§ Work to complete
In how many lines of these records does the word "roads" appear? Give the number by itself.

§ Data section
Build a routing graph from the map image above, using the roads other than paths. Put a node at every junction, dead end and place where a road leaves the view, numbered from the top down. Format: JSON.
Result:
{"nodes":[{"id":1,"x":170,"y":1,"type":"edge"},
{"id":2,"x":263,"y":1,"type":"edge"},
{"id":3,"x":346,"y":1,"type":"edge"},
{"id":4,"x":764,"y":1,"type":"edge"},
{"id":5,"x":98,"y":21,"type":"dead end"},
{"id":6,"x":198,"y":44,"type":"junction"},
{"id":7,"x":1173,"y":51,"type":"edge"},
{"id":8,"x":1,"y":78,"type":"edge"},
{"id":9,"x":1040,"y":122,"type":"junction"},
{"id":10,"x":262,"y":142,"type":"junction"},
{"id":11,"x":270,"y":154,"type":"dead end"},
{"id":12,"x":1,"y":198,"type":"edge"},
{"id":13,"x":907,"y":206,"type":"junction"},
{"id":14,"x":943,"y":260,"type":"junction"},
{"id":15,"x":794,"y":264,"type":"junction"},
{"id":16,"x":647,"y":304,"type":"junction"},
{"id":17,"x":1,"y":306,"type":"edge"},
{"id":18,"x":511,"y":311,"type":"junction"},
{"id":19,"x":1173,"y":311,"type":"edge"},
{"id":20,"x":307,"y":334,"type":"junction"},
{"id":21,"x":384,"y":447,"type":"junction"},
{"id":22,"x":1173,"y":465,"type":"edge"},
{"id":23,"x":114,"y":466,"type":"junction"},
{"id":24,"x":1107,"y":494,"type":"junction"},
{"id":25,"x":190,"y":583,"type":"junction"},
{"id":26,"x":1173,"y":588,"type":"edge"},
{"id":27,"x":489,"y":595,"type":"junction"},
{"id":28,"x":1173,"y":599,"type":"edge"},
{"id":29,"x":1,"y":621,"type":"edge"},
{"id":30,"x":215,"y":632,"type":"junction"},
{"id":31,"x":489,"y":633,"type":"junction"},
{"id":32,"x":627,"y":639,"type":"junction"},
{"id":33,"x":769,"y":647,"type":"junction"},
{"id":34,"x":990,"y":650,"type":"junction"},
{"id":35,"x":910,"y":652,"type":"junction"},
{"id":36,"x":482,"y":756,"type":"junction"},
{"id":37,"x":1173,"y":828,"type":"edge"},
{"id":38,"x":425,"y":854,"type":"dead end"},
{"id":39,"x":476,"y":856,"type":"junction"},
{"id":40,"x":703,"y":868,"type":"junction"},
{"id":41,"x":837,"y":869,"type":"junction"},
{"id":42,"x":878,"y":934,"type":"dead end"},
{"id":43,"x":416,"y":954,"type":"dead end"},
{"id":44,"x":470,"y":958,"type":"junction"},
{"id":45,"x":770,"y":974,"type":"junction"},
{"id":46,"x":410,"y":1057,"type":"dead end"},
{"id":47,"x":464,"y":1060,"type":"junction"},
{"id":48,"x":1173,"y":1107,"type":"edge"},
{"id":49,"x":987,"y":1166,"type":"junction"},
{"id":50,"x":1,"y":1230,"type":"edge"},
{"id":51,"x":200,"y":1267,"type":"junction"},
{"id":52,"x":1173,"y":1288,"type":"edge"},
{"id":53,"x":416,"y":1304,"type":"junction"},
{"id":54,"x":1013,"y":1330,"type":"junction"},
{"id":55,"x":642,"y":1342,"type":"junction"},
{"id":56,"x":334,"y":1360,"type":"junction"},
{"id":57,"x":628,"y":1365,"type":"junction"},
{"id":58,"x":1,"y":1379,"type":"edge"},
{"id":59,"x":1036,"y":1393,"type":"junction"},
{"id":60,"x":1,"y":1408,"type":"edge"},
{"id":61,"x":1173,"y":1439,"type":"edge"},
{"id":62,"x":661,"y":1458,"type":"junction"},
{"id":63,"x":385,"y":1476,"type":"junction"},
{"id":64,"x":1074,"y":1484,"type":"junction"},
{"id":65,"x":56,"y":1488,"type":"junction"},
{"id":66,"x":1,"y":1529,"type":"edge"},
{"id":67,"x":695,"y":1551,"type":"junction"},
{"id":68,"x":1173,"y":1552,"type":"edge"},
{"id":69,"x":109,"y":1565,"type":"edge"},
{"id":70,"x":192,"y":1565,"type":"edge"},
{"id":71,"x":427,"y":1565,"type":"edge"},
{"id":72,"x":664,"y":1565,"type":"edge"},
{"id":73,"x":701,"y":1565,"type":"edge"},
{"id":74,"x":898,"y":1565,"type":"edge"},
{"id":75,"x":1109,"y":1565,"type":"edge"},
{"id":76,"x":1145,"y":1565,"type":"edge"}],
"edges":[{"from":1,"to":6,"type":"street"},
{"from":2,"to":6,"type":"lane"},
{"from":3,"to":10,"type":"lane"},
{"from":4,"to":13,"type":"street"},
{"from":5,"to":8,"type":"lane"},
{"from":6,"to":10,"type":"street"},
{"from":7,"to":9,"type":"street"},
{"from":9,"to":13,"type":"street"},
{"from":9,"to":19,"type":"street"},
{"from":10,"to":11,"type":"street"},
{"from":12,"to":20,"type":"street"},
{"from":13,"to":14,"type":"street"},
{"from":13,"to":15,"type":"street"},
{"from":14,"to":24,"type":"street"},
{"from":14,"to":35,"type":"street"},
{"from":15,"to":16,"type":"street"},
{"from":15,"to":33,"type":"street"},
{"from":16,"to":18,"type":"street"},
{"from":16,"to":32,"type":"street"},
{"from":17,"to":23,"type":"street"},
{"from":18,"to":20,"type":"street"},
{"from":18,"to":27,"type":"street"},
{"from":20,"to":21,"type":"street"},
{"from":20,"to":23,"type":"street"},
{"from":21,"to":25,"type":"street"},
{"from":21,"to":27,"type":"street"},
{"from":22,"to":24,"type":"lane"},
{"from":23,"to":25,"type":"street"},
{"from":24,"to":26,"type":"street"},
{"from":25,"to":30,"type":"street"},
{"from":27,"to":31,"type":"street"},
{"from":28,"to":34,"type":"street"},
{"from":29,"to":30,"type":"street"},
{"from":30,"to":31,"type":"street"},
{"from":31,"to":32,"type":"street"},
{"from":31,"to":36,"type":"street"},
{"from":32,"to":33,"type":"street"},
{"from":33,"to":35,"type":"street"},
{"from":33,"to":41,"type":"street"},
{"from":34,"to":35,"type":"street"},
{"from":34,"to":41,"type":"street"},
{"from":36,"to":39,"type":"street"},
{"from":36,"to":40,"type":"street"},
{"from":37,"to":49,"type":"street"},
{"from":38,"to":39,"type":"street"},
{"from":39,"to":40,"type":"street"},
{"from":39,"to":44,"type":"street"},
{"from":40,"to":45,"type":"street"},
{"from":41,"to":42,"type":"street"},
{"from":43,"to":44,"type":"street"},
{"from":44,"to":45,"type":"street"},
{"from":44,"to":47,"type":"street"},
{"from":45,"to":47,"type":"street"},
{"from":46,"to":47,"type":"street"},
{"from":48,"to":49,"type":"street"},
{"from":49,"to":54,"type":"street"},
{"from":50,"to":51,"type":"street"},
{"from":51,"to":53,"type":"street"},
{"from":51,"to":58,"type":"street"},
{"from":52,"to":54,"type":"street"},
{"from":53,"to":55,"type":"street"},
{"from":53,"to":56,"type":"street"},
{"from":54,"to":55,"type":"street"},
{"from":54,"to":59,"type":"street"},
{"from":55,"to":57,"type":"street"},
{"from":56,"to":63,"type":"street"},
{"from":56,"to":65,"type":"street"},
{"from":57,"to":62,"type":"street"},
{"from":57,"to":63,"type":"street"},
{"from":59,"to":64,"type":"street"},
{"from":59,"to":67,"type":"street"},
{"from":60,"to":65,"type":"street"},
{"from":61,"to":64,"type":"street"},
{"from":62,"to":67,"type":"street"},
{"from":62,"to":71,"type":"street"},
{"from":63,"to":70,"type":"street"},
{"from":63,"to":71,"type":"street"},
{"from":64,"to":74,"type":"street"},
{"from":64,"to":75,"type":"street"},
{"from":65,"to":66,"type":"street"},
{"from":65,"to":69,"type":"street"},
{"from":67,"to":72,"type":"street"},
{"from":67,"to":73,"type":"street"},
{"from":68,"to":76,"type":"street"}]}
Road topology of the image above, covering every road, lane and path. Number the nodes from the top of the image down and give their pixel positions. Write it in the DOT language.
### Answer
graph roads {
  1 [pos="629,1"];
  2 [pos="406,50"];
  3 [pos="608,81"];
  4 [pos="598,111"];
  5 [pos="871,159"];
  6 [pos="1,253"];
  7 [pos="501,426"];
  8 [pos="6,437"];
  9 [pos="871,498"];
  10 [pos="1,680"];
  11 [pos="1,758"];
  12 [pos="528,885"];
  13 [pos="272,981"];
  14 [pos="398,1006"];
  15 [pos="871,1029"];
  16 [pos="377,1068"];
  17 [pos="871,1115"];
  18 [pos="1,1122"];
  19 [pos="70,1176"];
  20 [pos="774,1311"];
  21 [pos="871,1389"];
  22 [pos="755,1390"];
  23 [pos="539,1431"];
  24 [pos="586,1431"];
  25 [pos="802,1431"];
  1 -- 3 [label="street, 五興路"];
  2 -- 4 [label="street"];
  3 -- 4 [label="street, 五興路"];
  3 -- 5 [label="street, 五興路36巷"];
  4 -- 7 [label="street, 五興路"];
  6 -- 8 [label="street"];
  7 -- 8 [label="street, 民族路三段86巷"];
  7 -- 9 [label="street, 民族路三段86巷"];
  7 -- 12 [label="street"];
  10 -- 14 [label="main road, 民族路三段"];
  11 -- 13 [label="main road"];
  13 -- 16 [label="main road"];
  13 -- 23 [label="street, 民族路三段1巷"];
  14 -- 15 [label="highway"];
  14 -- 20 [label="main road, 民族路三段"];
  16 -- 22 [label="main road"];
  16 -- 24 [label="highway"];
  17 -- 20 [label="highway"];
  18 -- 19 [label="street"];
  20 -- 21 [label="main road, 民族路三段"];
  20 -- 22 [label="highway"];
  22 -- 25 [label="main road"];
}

§ Response for this exercise
2